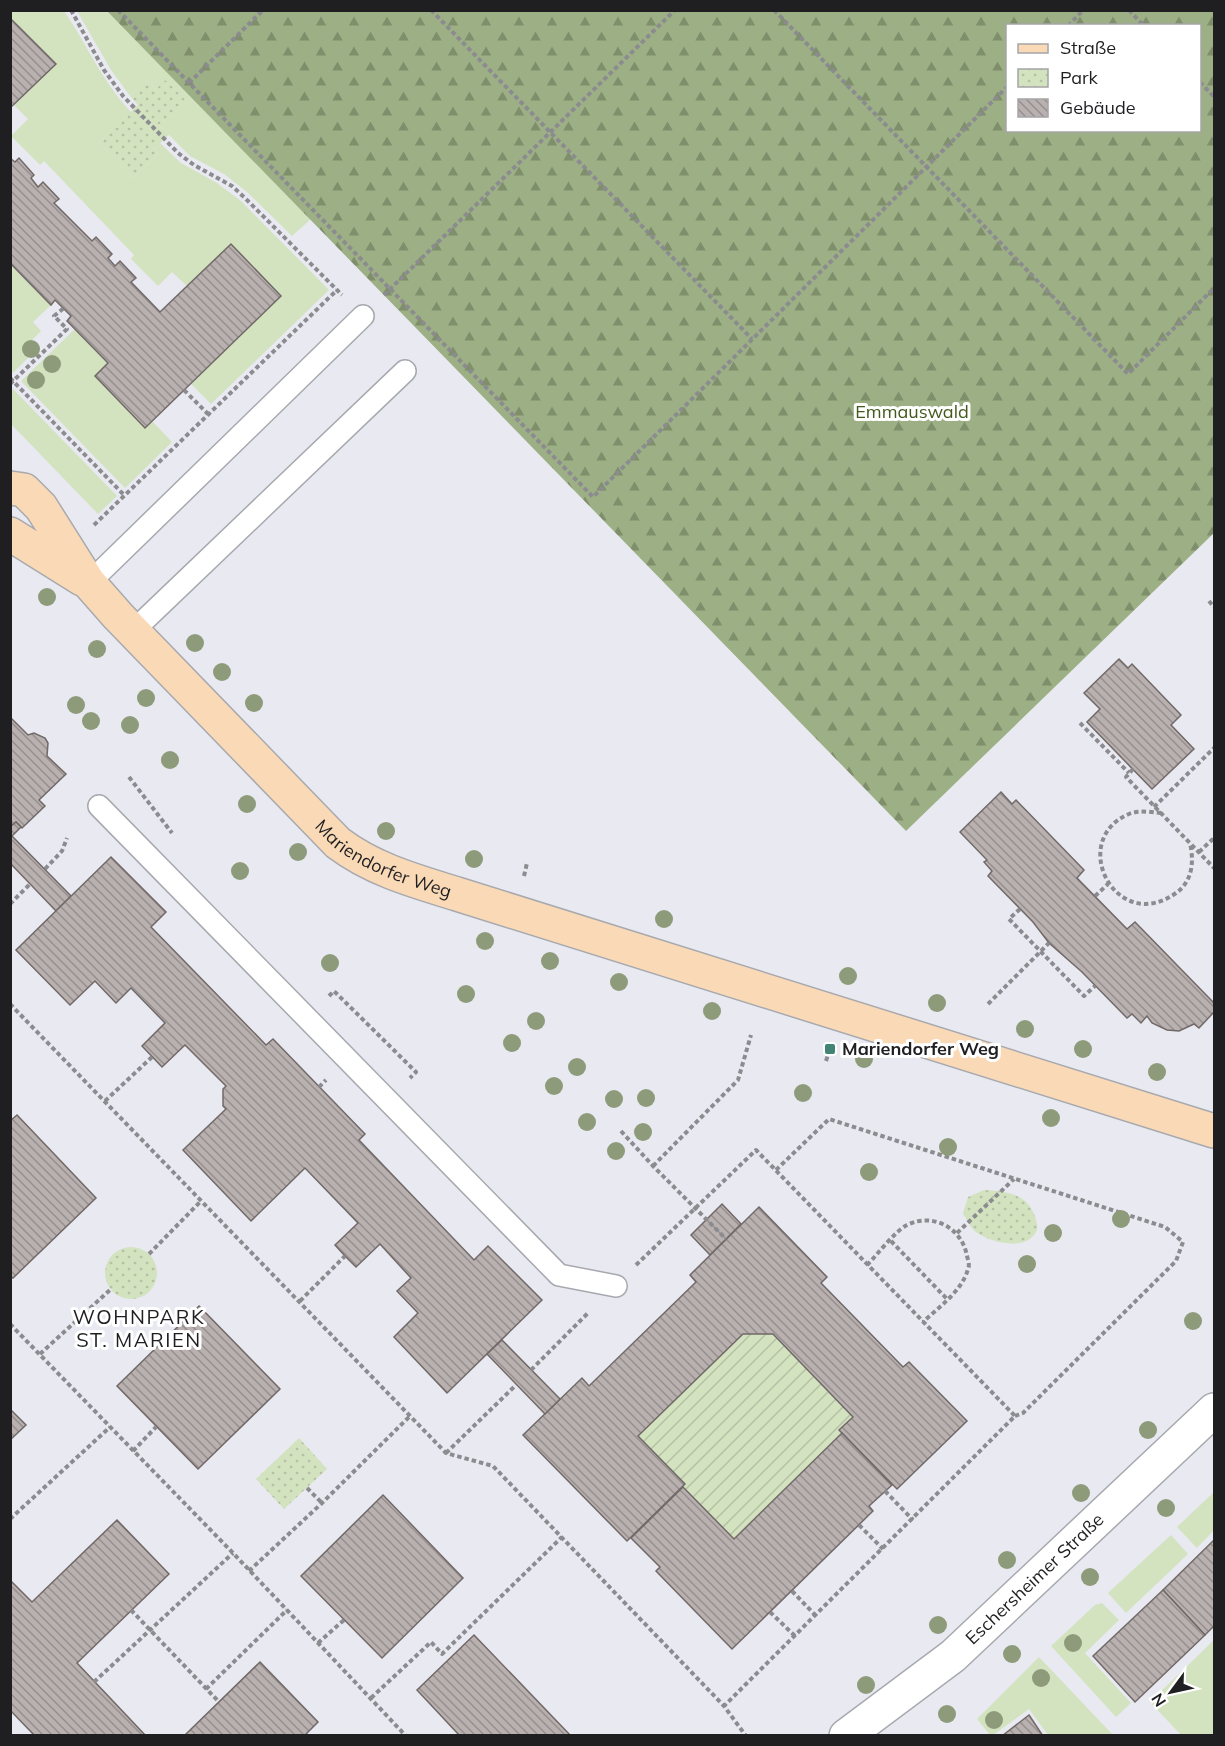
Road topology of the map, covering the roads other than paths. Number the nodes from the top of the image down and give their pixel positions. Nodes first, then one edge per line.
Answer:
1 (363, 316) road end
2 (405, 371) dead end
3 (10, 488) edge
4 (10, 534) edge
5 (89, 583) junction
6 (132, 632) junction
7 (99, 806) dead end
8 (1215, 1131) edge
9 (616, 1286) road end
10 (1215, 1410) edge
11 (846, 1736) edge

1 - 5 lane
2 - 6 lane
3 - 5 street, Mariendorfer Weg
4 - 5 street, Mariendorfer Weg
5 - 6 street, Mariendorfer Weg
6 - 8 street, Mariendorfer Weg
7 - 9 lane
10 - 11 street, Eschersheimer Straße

* * *

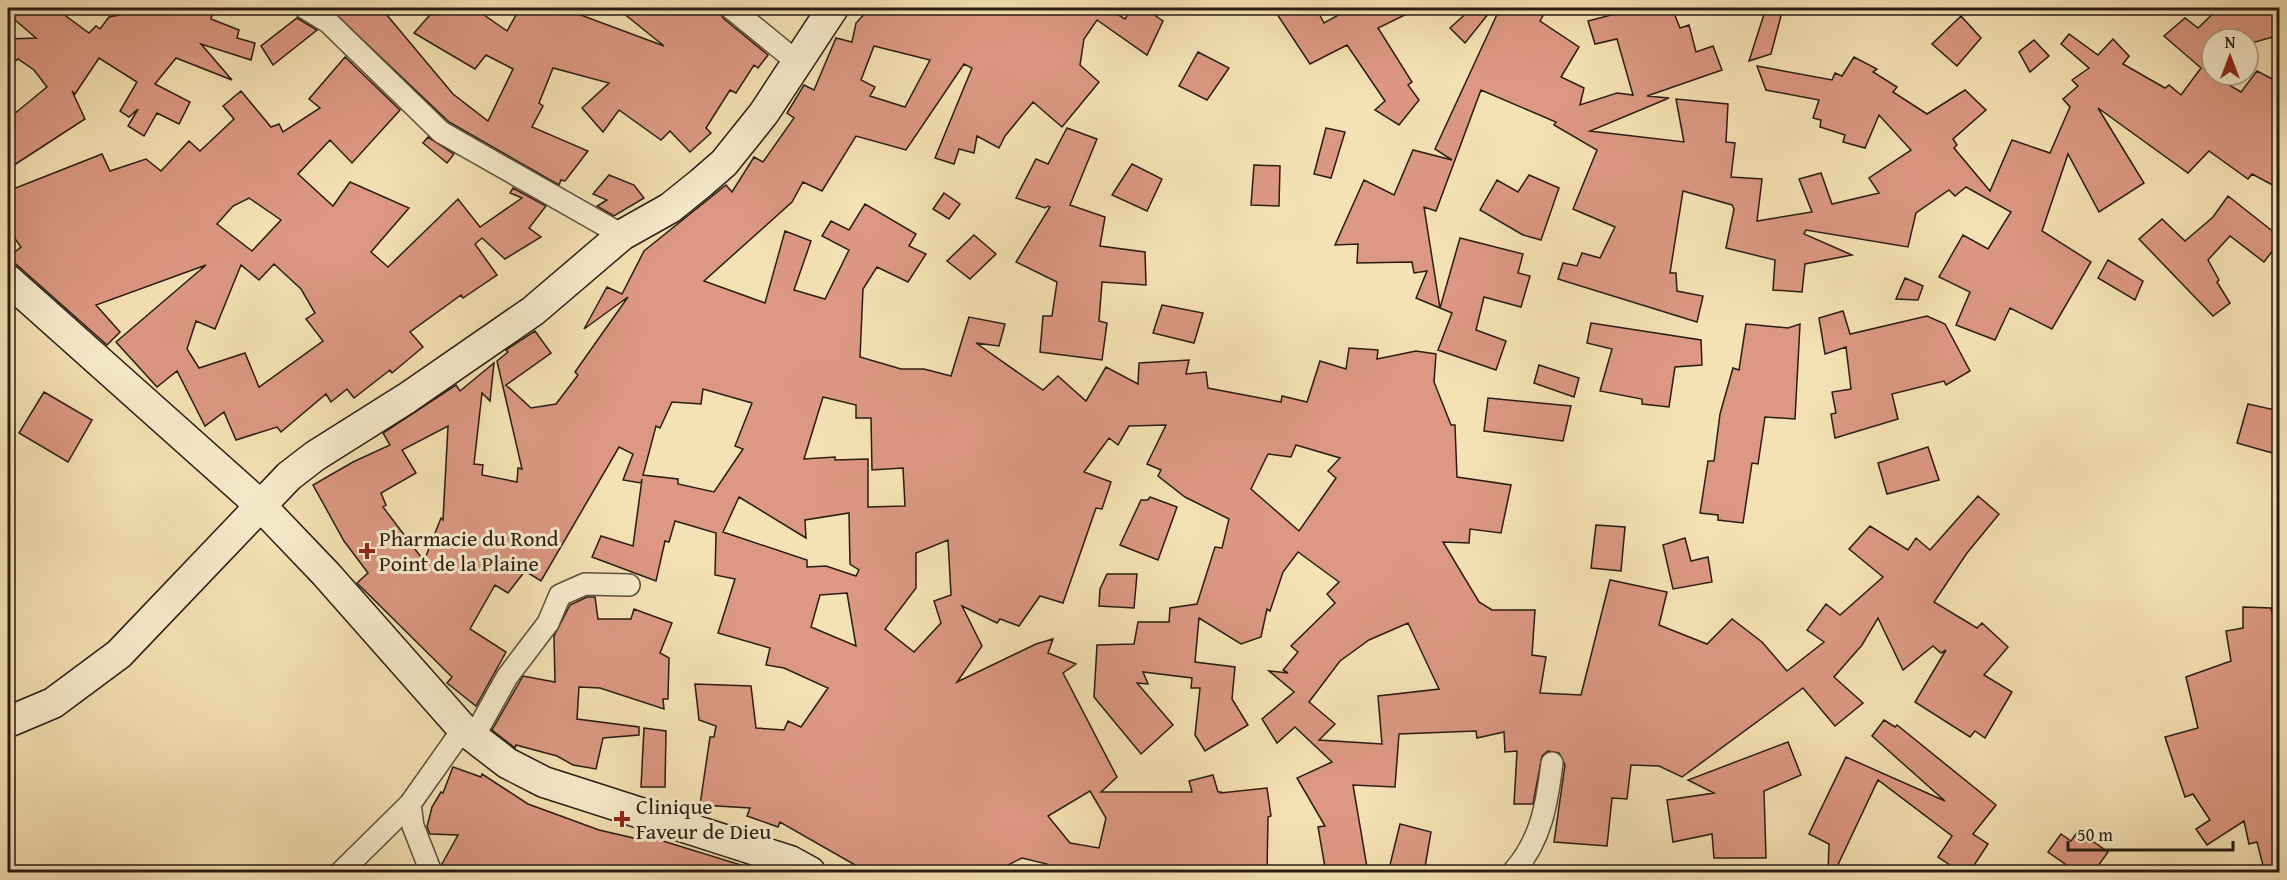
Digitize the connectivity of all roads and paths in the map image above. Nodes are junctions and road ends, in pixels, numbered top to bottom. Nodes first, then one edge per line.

* * *

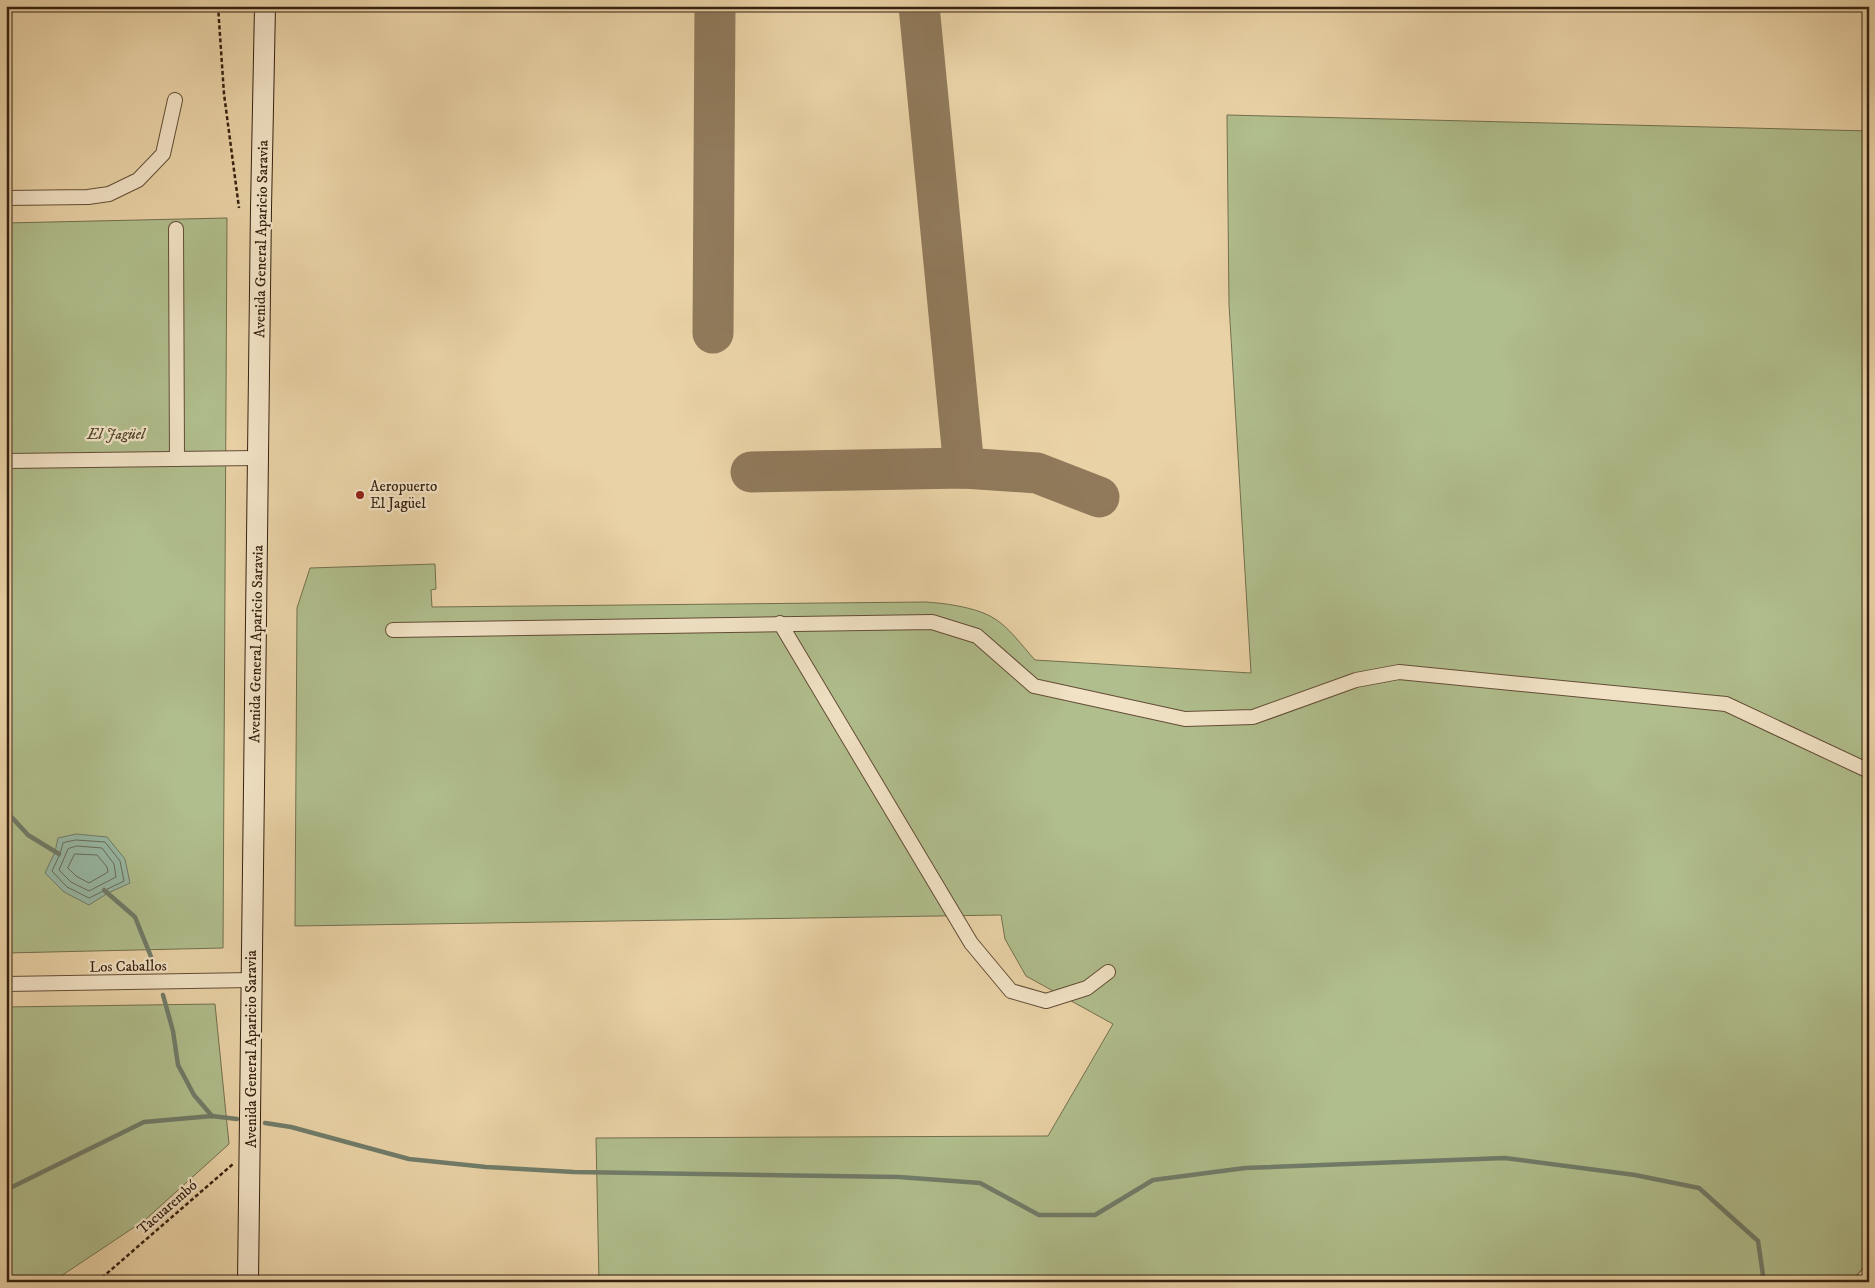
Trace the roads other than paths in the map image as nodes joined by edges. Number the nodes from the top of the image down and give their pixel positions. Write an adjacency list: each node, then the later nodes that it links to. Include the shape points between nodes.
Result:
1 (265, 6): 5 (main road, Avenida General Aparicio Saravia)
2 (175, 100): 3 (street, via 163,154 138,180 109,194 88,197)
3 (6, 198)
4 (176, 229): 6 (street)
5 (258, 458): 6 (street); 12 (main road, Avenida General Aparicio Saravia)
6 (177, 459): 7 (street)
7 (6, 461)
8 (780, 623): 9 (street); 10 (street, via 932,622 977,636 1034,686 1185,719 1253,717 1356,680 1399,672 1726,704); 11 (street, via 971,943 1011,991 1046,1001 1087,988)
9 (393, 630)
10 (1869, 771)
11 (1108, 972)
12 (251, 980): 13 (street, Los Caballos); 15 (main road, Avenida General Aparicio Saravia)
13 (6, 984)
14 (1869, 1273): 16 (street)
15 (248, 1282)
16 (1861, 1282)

What this task involves
Go line by line through the records and copy those that contain the word "their".

Expected output
Road topology of the map, covering the roads other than paths. Number the nodes from the top of the image down and give their pixel positions. Nodes first, then one edge per line.
Trace the roads other than paths in the map image as nodes joined by edges. Number the nodes from the top of the image down and give their pixel positions. Write an adjacency list: each node, then the later nodes that it links to. Include the shape points between nodes.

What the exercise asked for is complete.